» About this exercise: Would you copy the lines below exactly and omit the images?

[Collected data]
· · ·

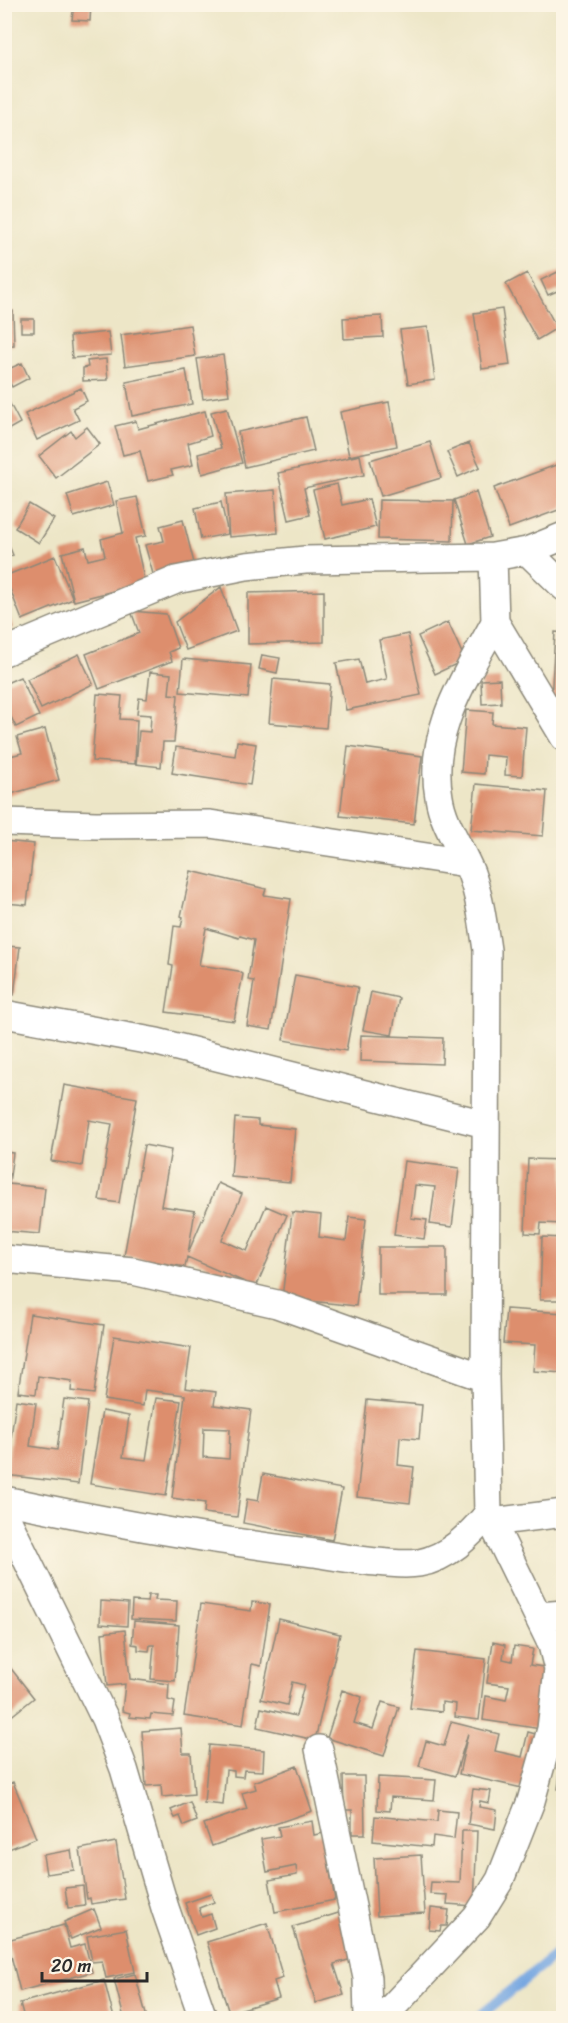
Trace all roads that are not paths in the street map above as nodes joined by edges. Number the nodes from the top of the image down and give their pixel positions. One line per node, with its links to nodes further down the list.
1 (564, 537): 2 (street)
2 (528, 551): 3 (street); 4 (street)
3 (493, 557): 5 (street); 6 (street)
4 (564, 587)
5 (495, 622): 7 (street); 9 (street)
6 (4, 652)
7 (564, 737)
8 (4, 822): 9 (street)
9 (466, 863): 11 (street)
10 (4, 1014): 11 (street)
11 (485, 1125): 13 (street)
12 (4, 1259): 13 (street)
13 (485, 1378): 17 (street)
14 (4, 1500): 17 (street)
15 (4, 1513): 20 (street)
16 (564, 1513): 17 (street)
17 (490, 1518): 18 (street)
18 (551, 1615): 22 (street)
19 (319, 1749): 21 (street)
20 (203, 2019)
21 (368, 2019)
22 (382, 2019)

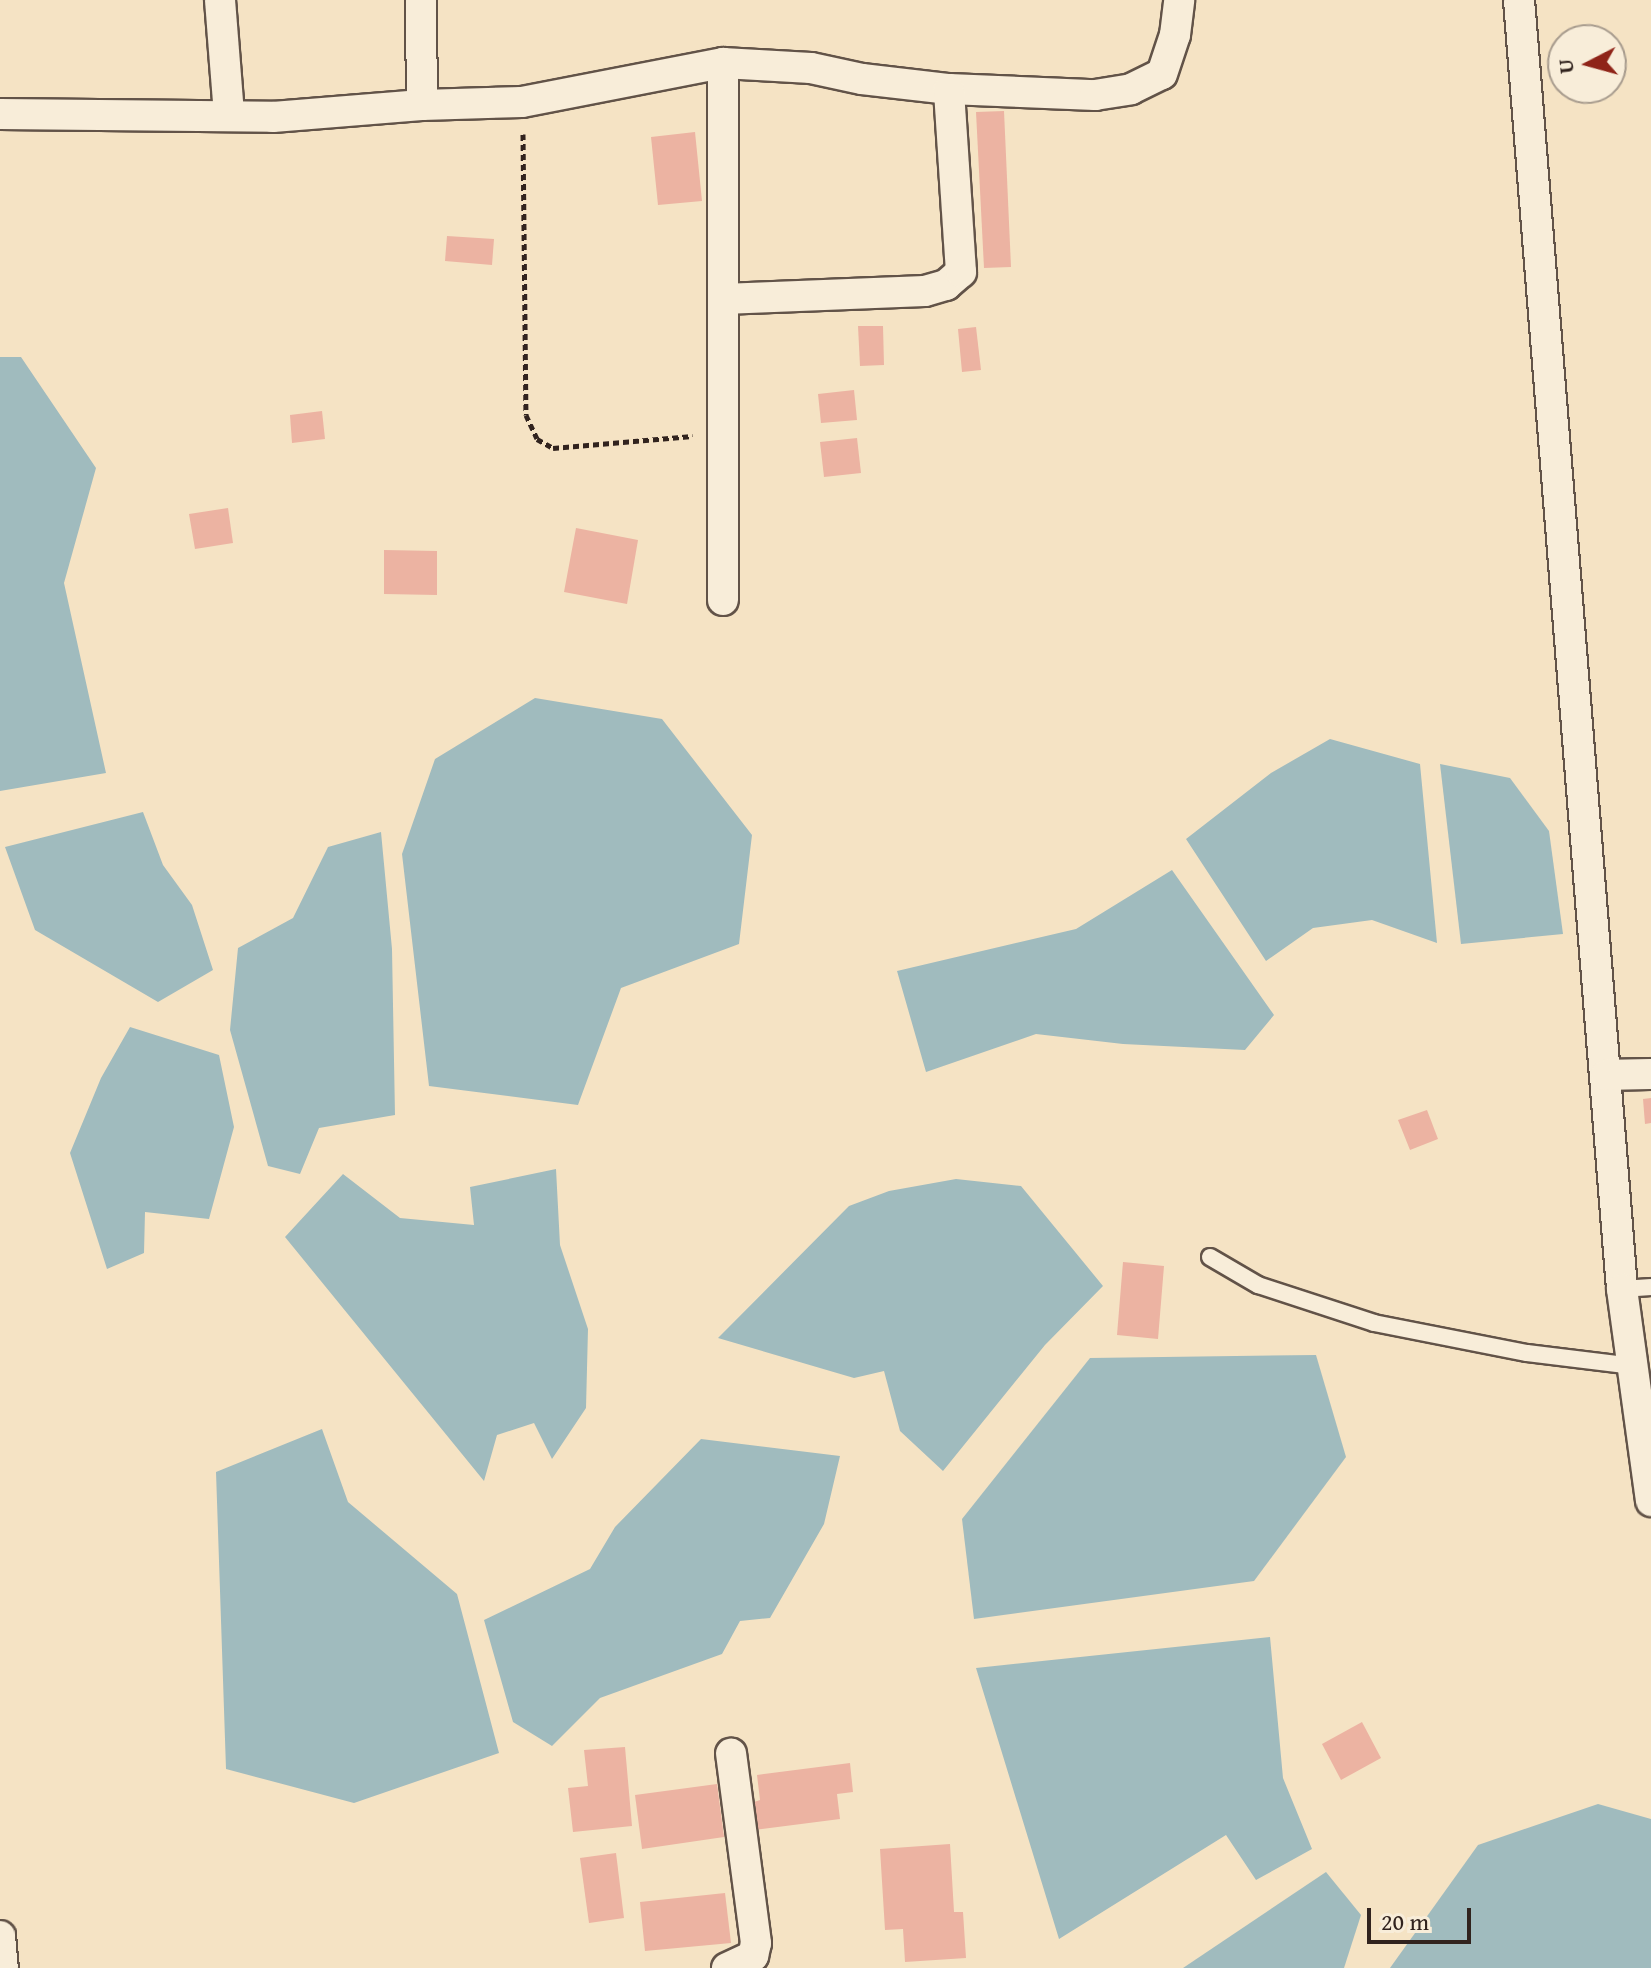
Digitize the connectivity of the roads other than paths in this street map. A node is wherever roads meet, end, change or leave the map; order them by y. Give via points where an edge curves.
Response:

· · ·

» Output of the task:
Trace all roads that are not paths in the street map above as nodes joined by edges. Number the nodes from the top of the image down and give their pixel positions. One line per node, with its links to nodes further down the list.
1 (564, 537): 2 (street)
2 (528, 551): 3 (street); 4 (street)
3 (493, 557): 5 (street); 6 (street)
4 (564, 587)
5 (495, 622): 7 (street); 9 (street)
6 (4, 652)
7 (564, 737)
8 (4, 822): 9 (street)
9 (466, 863): 11 (street)
10 (4, 1014): 11 (street)
11 (485, 1125): 13 (street)
12 (4, 1259): 13 (street)
13 (485, 1378): 17 (street)
14 (4, 1500): 17 (street)
15 (4, 1513): 20 (street)
16 (564, 1513): 17 (street)
17 (490, 1518): 18 (street)
18 (551, 1615): 22 (street)
19 (319, 1749): 21 (street)
20 (203, 2019)
21 (368, 2019)
22 (382, 2019)

Digitize the connectivity of the roads other than paths in this street map. A node is wherever roads meet, end, change or leave the map; order them by y. Give via points where an edge curves.
Response:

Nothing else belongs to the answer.